NEW YORK/LOS ANGELES (Reuters) - Forget about the advertising slump, depressed DVD sales and all the talk about losing audiences to Facebook or the Wii -- big media is finally attracting some big investors.
In the fourth quarter of 2009, 30 of the top equity-oriented U.S. hedge funds almost doubled their already substantial share holdings of media giants Walt Disney Co (DIS.N), Viacom Inc VIAb.N and Time Warner Inc (TWX.N), according to a Thomson Reuters analysis of regulatory filings.
Among the hedge funds buying major media stocks in the quarter were Chris Shumway’s Shumway Capital Partners, Andreas Halvorsen’s Viking Global Investors and Stephen Mandel’s Lone Pine Capital. Disney and Time Warner were among Shumway’s 10 largest disclosed positions.
The stocks have not done much to please the funds so far in 2010. Shares of Disney, Time Warner and Viacom have lost an average of 1.2 percent, matching the 1 percent drop in the Standard & Poor’s 500. Last year, Disney gained 42 percent, Time Warner rose 40 percent and Viacom jumped 56 percent.
Behind 2009’s rally was a bet that when consumer spending and corporate marketing budgets bounce back -- after one of the worst stretches in memory -- media companies will be sitting pretty. It brought multiples back to what analysts consider more fitting levels.
Indeed, a year ago media companies traded at average price-to-earnings ratios that were 10 percent below those of companies listed on the Standard & Poor’s 500 index. Today, there is almost no difference between the two.
Some analysts and investors say the media rally still has legs, noting the shares remain down an average of 20 percent from this time two years ago. Still, they say, investors should be picky as not all media companies remain attractive.
“Expectations are that advertising is coming back,” said Christopher Marangi, senior analyst at money manager Gabelli & Co, a big media investor. “That along with consumer purchases and some operating leverage should lead to some good financial results for most of the large media companies.”
“But certain segments continue to face challenges and it’s important now to look case by case,” he said.

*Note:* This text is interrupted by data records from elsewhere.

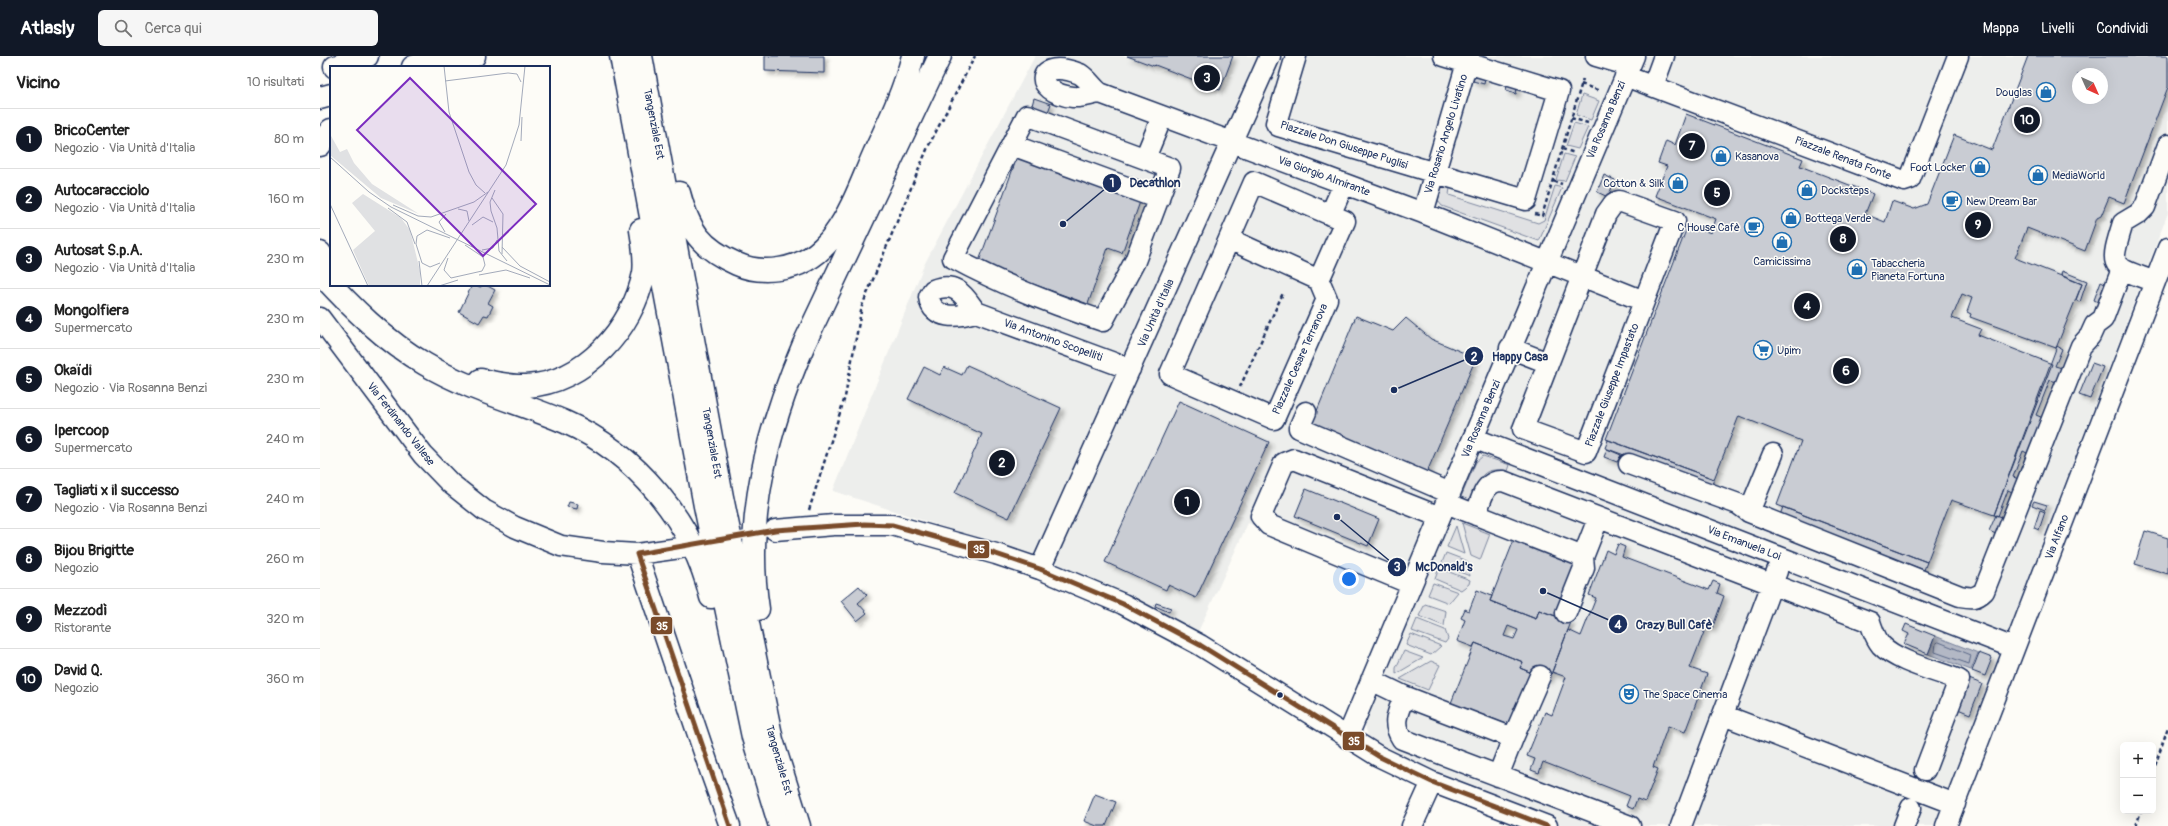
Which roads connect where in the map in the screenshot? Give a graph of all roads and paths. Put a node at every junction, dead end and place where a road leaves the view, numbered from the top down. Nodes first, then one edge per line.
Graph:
1 (367, 56) edge
2 (445, 56) edge
3 (474, 56) edge
4 (621, 56) edge
5 (641, 56) edge
6 (913, 56) edge
7 (940, 56) edge
8 (975, 56) edge
9 (1270, 56) edge
10 (1296, 56) edge
11 (1444, 56) edge
12 (1596, 56) edge
13 (1664, 56) edge
14 (1958, 56) edge
15 (1468, 59) edge
16 (338, 66) edge
17 (416, 66) edge
18 (447, 66) edge
19 (1629, 66) edge
20 (330, 68) edge
21 (320, 72) edge
22 (1581, 84) dead end
23 (637, 86) junction
24 (1653, 86) junction
25 (1605, 92) dead end
26 (1100, 93) dead end
27 (330, 95) edge
28 (320, 98) edge
29 (1162, 116) junction
30 (1571, 118) dead end
31 (644, 121) junction
32 (1591, 124) dead end
33 (330, 131) edge
34 (1232, 142) junction
35 (320, 145) edge
36 (1012, 145) junction
37 (2168, 145) edge
38 (1562, 149) dead end
39 (1578, 154) dead end
40 (1145, 158) junction
41 (1316, 173) junction
42 (1434, 173) junction
43 (1553, 181) dead end
44 (1344, 184) junction
45 (1565, 185) dead end
46 (1159, 198) junction
47 (1303, 203) junction
48 (1423, 213) junction
49 (1330, 215) junction
50 (1229, 239) junction
51 (2168, 248) edge
52 (320, 253) edge
53 (1546, 261) junction
54 (330, 268) edge
55 (2122, 269) junction
56 (320, 273) edge
57 (1581, 276) junction
58 (1319, 280) junction
59 (2155, 282) junction
60 (330, 283) edge
61 (333, 286) edge
62 (346, 286) edge
63 (1283, 293) dead end
64 (1644, 301) junction
65 (1056, 305) junction
66 (976, 312) dead end
67 (320, 318) edge
68 (1043, 336) junction
69 (1510, 348) junction
70 (1548, 363) junction
71 (1130, 369) junction
72 (1234, 402) junction
73 (1306, 412) dead end
74 (1473, 438) junction
75 (1773, 454) dead end
76 (1629, 464) dead end
77 (1445, 505) junction
78 (1750, 512) junction
79 (1476, 515) junction
80 (1598, 519) junction
81 (804, 527) junction
82 (775, 530) dead end
83 (680, 548) dead end
84 (637, 554) junction
85 (1583, 557) junction
86 (1782, 558) junction
87 (1040, 569) junction
88 (1411, 584) junction
89 (1772, 584) junction
90 (1566, 613) dead end
91 (2014, 648) junction
92 (1540, 676) dead end
93 (1371, 680) junction
94 (1404, 696) junction
95 (1722, 715) junction
96 (2168, 728) edge
97 (762, 738) junction
98 (1347, 738) junction
99 (1514, 738) junction
100 (2156, 763) edge
101 (1925, 770) dead end
102 (1498, 776) junction
103 (1432, 782) junction
104 (1955, 804) junction
105 (2140, 814) edge
106 (730, 826) edge
107 (780, 826) edge
108 (799, 826) edge
109 (1412, 826) edge
110 (1548, 826) edge
111 (1630, 826) edge
112 (1681, 826) edge
113 (1946, 826) edge
114 (2136, 826) edge

1 - 16 highway
2 - 17 highway
3 - 18 highway
4 - 23 highway, Tangenziale Est
5 - 23 highway, Tangenziale Est
6 - 31 highway
7 - 97 highway
8 - 81 path
9 - 34 street, Via Unità d'Italia
10 - 42 street, Piazzale Don Giuseppe Puglisi
11 - 15 street
12 - 19 street, Piazzale Renata Fonte
13 - 24 street
14 - 24 street, Piazzale Renata Fonte
15 - 42 street, Via Rosario Angelo Livatino
15 - 42 street
19 - 24 street, Piazzale Renata Fonte
19 - 53 street, Via Rosanna Benzi
20 - 21 highway
22 - 25 path
23 - 31 highway, Tangenziale Est
26 - 29 street, Via Giorgio Almirante
27 - 28 highway
29 - 34 street, Via Giorgio Almirante
29 - 40 street
30 - 32 path
31 - 62 highway
31 - 97 highway, Tangenziale Est
33 - 35 highway
34 - 41 street, Via Giorgio Almirante
34 - 71 street, Via Unità d'Italia
36 - 40 street
36 - 46 street
36 - 65 street
37 - 55 street
38 - 39 path
40 - 46 street
41 - 44 street, Via Giorgio Almirante
41 - 47 street
42 - 48 street, Via Rosario Angelo Livatino
43 - 45 path
44 - 48 street, Via Giorgio Almirante
44 - 49 street
46 - 65 street
47 - 49 street, Piazzale Cesare Terranova
47 - 50 street, Piazzale Cesare Terranova
48 - 53 street, Via Giorgio Almirante
49 - 58 street, Piazzale Cesare Terranova
50 - 58 street
50 - 72 street, Piazzale Cesare Terranova
51 - 59 street, Via Alfano
52 - 54 highway
53 - 57 street
53 - 69 street, Via Rosanna Benzi
55 - 59 street
55 - 78 street
56 - 60 highway
57 - 64 street
57 - 64 street, Piazzale Giuseppe Impastato
57 - 70 street, Piazzale Giuseppe Impastato
58 - 72 street, Piazzale Cesare Terranova
59 - 91 street, Via Alfano
61 - 97 highway
63 - 72 path
64 - 70 street, Piazzale Giuseppe Impastato
65 - 68 street
66 - 68 street, Via Antonino Scopelliti
67 - 84 street, Via Ferdinando Vallese
68 - 71 street, Via Antonino Scopelliti
69 - 70 street
69 - 74 street, Via Rosanna Benzi
71 - 87 street, Via Unità d'Italia
73 - 77 street
74 - 77 street, Via Rosanna Benzi
74 - 86 street, Via Emanuela Loi
75 - 78 street
76 - 78 street
77 - 79 street
77 - 88 street, Via Rosanna Benzi
77 - 88 street
79 - 80 street
79 - 85 street
80 - 85 street
80 - 89 street
81 - 82 street
81 - 87 street
83 - 84 street, Via Ferdinando Vallese
84 - 106 street
85 - 90 street
86 - 89 street
86 - 91 street, Via Emanuela Loi
87 - 98 street
88 - 93 street, Via Rosanna Benzi
89 - 95 street
89 - 101 street
91 - 104 street, Via Alfano
92 - 99 street
93 - 94 street
93 - 98 street, Via Rosanna Benzi
94 - 99 street
94 - 102 street
95 - 104 street
95 - 112 street
96 - 100 path
97 - 107 highway, Tangenziale Est
97 - 108 highway, Tangenziale Est
98 - 103 street
99 - 102 street
102 - 111 street
103 - 109 street
103 - 110 street
104 - 113 street, Via Alfano
105 - 114 path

The “smart money” hedge funds are buying into the larger consumer recovery case as well. The consumer discretionary sector, which includes many media companies, but also retailers and restaurant chains, attracted about $9 billion from the 30-fund “smart money” group in the fourth quarter, according to the analysis. Only financials pulled in more dough.
At the same time, the “smart money” funds were pulling money out of health care and telecommunications stocks.
The group includes the 30 funds with the largest disclosed equity portfolios in fourth-quarter securities filings excluding those with more than 200 stocks to eliminate rapid-trading quantitative funds.
Viking declined to comment. Shumway and Lone Pine did not return calls for comment.
So far, evidence of a rebound in spending on radio spots, TV commercials or billboards is largely anecdotal, stemming from comments by executives like CBS CEO Les Moonves.
Indeed, 2009’s big rally came against a backdrop of a 10 percent decline in U.S. ad spending. Some improvement showed up in the fourth quarter, but not much.
Fourth-quarter revenue at CBS, Disney, Time Warner and Viacom ranged from down 3 percent to up 3 percent from a year earlier, when the credit crunch had killed spending on just about everything, especially advertising.
Only News Corp showed a significant jump, with fourth-quarter revenue up 10 percent. Even there, though, the biggest increases came from its film and book division, neither of which depends on advertising.
That may give pause to investors. What would happen to share prices if ad spending fails to recover in 2010? Or 2011?
That’s certainly possible. One closely watched forecaster, ZenithOptimedia, estimates that ad spending this year will drop 2.6 percent in the United States. It should rise next year, but only by 1.6 percent.
Cowen and Co analyst Doug Creutz is among those cautioning that the “continued distress” of consumers could weigh on ad spending, and figures media companies are about fully valued.
Changes in the media landscape are also cause for concern.
So-called new media, everything from video games to social networks like Facebook, is drawing both audiences and ad dollars away from the more traditional entertainment. How big is the threat to the establishment? Ask any music executive.
But some analysts say there is plenty of reason for optimism. Morgan Stanley’s Benjamin Swinburne, who expects advertising to grow 4 percent in 2010, figures media will outperform the broader market.
“In 2010 we are still looking at early to mid-cycle earnings, by no means are we near a peak for media,” he said.
However, investors should not consider media stocks in broad brush strokes, said Edward Jones analyst Robin Diedrich.
“Last year, we definitely had a general reversal in the market overall and in these stocks in particular -- just on the realization that the sky wasn’t falling,” she said.
And today? “Investors need to take a harder look at individual stocks,” she said, pointing to Viacom, Disney and Scripps Networks Interactive SNI.N, owner of HGTV and Food Network, as the smartest bets among media.
“At this point, we think it’s about stock picking.”